§ **Task goal**
Set every entry down again exactly, omitting none.
Segment Open
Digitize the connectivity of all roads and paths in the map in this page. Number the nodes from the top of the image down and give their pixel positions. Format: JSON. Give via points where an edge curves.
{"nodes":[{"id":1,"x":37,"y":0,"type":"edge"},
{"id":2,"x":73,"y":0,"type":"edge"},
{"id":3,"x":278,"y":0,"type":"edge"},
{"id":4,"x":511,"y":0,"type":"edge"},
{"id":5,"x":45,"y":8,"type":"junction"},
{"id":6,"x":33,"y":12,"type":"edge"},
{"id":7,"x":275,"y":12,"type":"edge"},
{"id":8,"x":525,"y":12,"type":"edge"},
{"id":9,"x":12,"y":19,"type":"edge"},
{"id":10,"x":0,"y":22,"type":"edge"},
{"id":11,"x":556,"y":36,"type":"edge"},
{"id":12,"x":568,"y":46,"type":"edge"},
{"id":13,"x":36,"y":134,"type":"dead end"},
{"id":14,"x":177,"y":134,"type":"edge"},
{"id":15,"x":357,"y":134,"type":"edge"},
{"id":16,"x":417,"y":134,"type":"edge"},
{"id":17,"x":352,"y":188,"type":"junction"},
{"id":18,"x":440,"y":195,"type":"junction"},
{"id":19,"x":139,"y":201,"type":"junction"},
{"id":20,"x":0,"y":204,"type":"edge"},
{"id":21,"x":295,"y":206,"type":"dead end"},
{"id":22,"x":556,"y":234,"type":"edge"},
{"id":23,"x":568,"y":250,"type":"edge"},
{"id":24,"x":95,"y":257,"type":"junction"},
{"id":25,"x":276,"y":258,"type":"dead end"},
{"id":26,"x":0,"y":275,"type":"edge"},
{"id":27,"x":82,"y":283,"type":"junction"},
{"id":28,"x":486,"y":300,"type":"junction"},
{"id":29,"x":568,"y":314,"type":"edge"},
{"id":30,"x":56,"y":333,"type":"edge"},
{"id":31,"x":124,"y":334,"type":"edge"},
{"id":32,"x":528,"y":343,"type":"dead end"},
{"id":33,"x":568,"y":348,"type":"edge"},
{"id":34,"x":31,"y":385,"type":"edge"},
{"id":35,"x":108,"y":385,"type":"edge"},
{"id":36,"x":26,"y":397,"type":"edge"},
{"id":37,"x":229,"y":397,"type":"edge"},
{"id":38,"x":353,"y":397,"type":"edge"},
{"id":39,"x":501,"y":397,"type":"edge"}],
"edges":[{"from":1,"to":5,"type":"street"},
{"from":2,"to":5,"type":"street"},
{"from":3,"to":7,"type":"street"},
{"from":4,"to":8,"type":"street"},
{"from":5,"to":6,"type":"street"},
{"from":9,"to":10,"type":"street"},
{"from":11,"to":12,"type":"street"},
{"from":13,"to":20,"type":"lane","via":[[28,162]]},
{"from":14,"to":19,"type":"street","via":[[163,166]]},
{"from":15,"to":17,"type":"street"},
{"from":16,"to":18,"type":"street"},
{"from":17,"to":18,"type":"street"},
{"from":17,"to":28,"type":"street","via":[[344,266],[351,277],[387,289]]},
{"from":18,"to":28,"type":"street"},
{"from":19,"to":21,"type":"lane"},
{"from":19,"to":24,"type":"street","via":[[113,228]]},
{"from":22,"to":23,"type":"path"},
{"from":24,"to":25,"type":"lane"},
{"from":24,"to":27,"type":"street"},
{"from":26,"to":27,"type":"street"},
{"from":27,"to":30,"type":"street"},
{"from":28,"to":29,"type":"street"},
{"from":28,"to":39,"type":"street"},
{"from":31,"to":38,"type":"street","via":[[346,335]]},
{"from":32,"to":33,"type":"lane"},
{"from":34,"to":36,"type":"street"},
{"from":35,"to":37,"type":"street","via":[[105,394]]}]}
Segment Closed
§ **Exercise output**
Digitize the connectivity of all roads and paths in the map in this page. Number the nodes from the top of the image down and give their pixel positions. Format: JSON. Give via points where an edge curves.
{"nodes":[{"id":1,"x":37,"y":0,"type":"edge"},
{"id":2,"x":73,"y":0,"type":"edge"},
{"id":3,"x":278,"y":0,"type":"edge"},
{"id":4,"x":511,"y":0,"type":"edge"},
{"id":5,"x":45,"y":8,"type":"junction"},
{"id":6,"x":33,"y":12,"type":"edge"},
{"id":7,"x":275,"y":12,"type":"edge"},
{"id":8,"x":525,"y":12,"type":"edge"},
{"id":9,"x":12,"y":19,"type":"edge"},
{"id":10,"x":0,"y":22,"type":"edge"},
{"id":11,"x":556,"y":36,"type":"edge"},
{"id":12,"x":568,"y":46,"type":"edge"},
{"id":13,"x":36,"y":134,"type":"dead end"},
{"id":14,"x":177,"y":134,"type":"edge"},
{"id":15,"x":357,"y":134,"type":"edge"},
{"id":16,"x":417,"y":134,"type":"edge"},
{"id":17,"x":352,"y":188,"type":"junction"},
{"id":18,"x":440,"y":195,"type":"junction"},
{"id":19,"x":139,"y":201,"type":"junction"},
{"id":20,"x":0,"y":204,"type":"edge"},
{"id":21,"x":295,"y":206,"type":"dead end"},
{"id":22,"x":556,"y":234,"type":"edge"},
{"id":23,"x":568,"y":250,"type":"edge"},
{"id":24,"x":95,"y":257,"type":"junction"},
{"id":25,"x":276,"y":258,"type":"dead end"},
{"id":26,"x":0,"y":275,"type":"edge"},
{"id":27,"x":82,"y":283,"type":"junction"},
{"id":28,"x":486,"y":300,"type":"junction"},
{"id":29,"x":568,"y":314,"type":"edge"},
{"id":30,"x":56,"y":333,"type":"edge"},
{"id":31,"x":124,"y":334,"type":"edge"},
{"id":32,"x":528,"y":343,"type":"dead end"},
{"id":33,"x":568,"y":348,"type":"edge"},
{"id":34,"x":31,"y":385,"type":"edge"},
{"id":35,"x":108,"y":385,"type":"edge"},
{"id":36,"x":26,"y":397,"type":"edge"},
{"id":37,"x":229,"y":397,"type":"edge"},
{"id":38,"x":353,"y":397,"type":"edge"},
{"id":39,"x":501,"y":397,"type":"edge"}],
"edges":[{"from":1,"to":5,"type":"street"},
{"from":2,"to":5,"type":"street"},
{"from":3,"to":7,"type":"street"},
{"from":4,"to":8,"type":"street"},
{"from":5,"to":6,"type":"street"},
{"from":9,"to":10,"type":"street"},
{"from":11,"to":12,"type":"street"},
{"from":13,"to":20,"type":"lane","via":[[28,162]]},
{"from":14,"to":19,"type":"street","via":[[163,166]]},
{"from":15,"to":17,"type":"street"},
{"from":16,"to":18,"type":"street"},
{"from":17,"to":18,"type":"street"},
{"from":17,"to":28,"type":"street","via":[[344,266],[351,277],[387,289]]},
{"from":18,"to":28,"type":"street"},
{"from":19,"to":21,"type":"lane"},
{"from":19,"to":24,"type":"street","via":[[113,228]]},
{"from":22,"to":23,"type":"path"},
{"from":24,"to":25,"type":"lane"},
{"from":24,"to":27,"type":"street"},
{"from":26,"to":27,"type":"street"},
{"from":27,"to":30,"type":"street"},
{"from":28,"to":29,"type":"street"},
{"from":28,"to":39,"type":"street"},
{"from":31,"to":38,"type":"street","via":[[346,335]]},
{"from":32,"to":33,"type":"lane"},
{"from":34,"to":36,"type":"street"},
{"from":35,"to":37,"type":"street","via":[[105,394]]}]}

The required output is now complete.